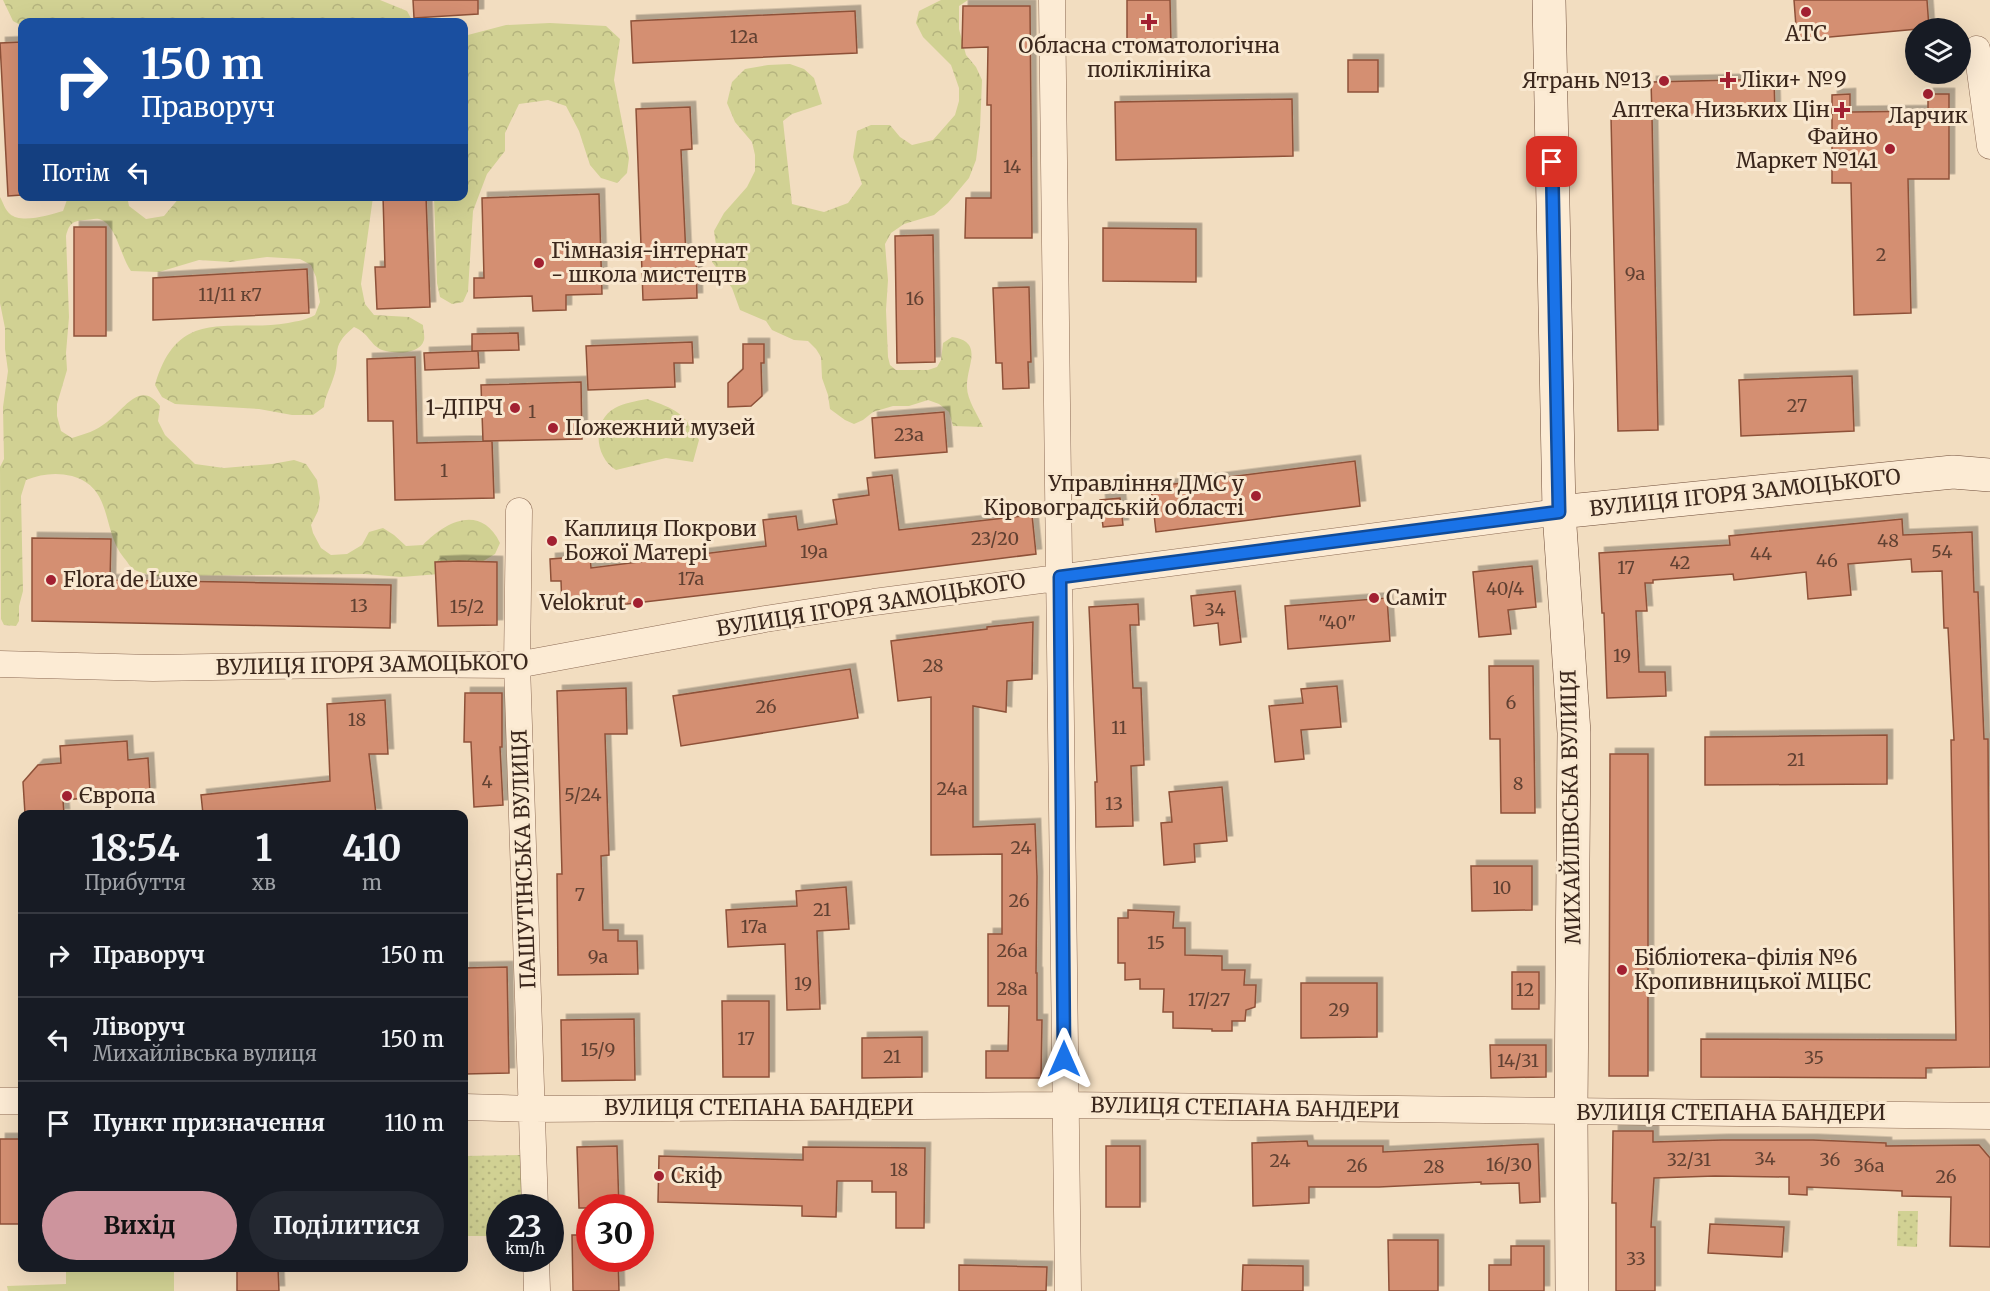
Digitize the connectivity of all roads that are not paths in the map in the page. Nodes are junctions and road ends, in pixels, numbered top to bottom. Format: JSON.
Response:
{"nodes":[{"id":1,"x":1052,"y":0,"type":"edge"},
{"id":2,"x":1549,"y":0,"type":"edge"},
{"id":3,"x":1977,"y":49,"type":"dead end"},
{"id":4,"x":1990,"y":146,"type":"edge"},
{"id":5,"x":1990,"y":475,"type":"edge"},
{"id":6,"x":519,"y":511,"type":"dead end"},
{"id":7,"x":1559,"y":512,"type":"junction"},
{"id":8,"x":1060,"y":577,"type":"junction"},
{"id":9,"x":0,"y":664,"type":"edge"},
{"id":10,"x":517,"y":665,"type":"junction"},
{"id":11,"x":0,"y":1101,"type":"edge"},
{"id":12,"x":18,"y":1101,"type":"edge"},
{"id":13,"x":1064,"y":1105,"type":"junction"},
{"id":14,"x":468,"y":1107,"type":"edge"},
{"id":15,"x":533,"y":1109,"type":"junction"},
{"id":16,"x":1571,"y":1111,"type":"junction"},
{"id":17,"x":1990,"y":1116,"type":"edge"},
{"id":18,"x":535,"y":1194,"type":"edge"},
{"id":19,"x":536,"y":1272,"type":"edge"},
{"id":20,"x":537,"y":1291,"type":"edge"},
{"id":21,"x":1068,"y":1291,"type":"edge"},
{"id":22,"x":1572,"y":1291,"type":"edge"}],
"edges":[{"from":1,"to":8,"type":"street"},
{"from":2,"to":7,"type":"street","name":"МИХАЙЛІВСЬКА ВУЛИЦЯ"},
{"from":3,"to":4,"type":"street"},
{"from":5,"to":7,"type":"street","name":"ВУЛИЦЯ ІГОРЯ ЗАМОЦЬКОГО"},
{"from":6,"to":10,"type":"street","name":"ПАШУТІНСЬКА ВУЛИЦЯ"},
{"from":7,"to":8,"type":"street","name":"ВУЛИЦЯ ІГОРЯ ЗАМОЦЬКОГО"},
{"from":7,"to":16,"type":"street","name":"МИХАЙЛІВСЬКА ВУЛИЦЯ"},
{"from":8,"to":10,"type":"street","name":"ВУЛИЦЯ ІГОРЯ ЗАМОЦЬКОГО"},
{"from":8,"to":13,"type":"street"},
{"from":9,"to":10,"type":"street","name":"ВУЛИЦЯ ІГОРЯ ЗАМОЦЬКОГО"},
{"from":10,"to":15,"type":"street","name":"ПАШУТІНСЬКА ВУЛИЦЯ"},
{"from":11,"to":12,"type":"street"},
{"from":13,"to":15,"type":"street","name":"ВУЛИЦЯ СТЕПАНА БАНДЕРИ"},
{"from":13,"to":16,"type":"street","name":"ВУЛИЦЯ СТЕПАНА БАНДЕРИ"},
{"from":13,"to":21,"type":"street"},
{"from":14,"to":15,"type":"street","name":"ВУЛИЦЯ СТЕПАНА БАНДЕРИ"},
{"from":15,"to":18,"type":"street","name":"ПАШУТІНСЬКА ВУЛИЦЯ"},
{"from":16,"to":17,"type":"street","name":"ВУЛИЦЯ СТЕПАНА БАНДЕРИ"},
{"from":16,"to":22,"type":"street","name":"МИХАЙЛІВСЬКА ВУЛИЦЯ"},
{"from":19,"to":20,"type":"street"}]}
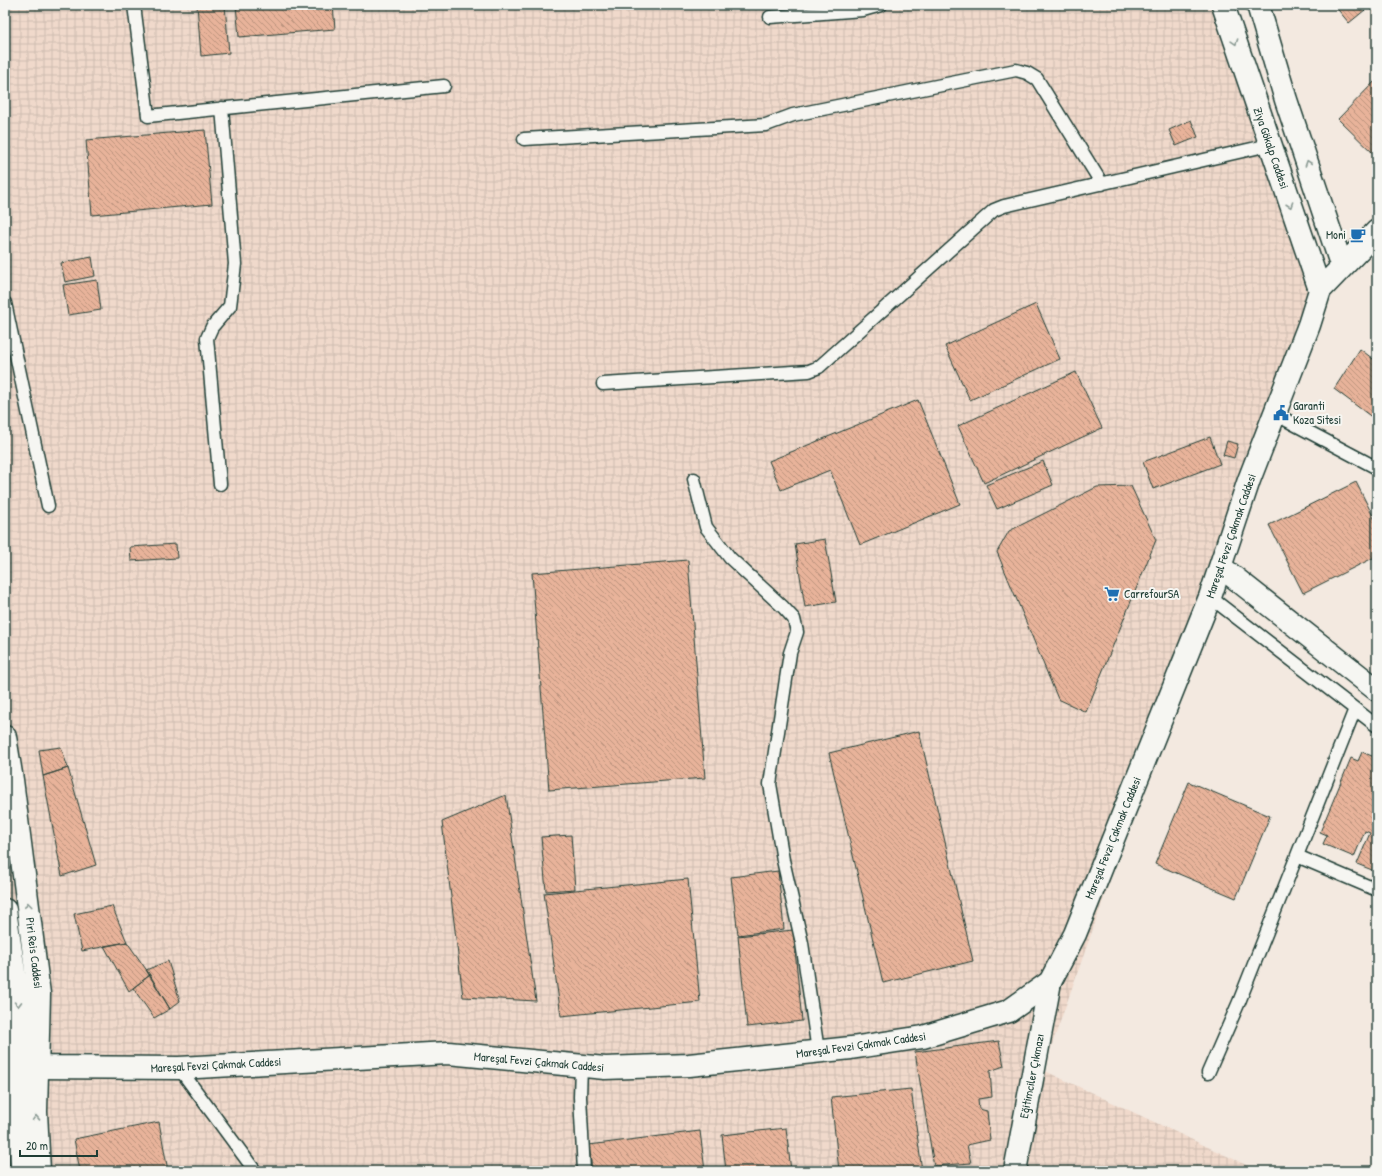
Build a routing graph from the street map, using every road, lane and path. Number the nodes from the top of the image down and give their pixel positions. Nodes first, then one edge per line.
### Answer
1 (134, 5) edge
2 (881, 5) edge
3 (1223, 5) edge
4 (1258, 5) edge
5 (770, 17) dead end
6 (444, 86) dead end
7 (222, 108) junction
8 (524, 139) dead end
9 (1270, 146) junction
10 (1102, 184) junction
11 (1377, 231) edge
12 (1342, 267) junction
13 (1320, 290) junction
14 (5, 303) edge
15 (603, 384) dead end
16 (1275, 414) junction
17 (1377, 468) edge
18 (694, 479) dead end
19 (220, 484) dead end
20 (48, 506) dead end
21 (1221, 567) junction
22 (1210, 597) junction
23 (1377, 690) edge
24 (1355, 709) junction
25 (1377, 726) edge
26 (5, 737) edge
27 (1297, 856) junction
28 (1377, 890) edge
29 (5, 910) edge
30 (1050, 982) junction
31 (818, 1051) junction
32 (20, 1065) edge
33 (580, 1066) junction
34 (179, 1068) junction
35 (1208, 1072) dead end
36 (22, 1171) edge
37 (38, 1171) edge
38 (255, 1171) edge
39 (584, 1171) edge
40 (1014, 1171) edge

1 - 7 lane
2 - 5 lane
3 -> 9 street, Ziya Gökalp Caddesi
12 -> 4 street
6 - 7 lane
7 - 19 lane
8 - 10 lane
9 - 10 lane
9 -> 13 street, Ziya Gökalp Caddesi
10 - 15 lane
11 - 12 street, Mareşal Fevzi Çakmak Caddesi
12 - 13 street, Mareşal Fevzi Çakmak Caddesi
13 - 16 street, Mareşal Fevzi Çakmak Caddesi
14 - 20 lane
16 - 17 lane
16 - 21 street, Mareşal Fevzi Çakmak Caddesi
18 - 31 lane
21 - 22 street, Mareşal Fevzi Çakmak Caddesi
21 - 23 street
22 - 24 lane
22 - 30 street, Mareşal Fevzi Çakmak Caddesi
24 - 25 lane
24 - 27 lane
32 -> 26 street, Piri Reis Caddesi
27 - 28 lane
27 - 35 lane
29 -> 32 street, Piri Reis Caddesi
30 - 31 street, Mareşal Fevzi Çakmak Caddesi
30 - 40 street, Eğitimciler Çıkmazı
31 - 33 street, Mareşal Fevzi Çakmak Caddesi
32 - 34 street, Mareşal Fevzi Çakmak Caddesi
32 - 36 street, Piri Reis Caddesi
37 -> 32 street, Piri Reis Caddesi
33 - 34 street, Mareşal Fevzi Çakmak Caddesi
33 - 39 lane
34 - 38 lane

____

Instructions for the task:
Where a line of the records above holds the word "ЗАМОЦЬКОГО", copy that line.

Solution for this problem:
{"from":5,"to":7,"type":"street","name":"ВУЛИЦЯ ІГОРЯ ЗАМОЦЬКОГО"},
{"from":7,"to":8,"type":"street","name":"ВУЛИЦЯ ІГОРЯ ЗАМОЦЬКОГО"},
{"from":8,"to":10,"type":"street","name":"ВУЛИЦЯ ІГОРЯ ЗАМОЦЬКОГО"},
{"from":9,"to":10,"type":"street","name":"ВУЛИЦЯ ІГОРЯ ЗАМОЦЬКОГО"},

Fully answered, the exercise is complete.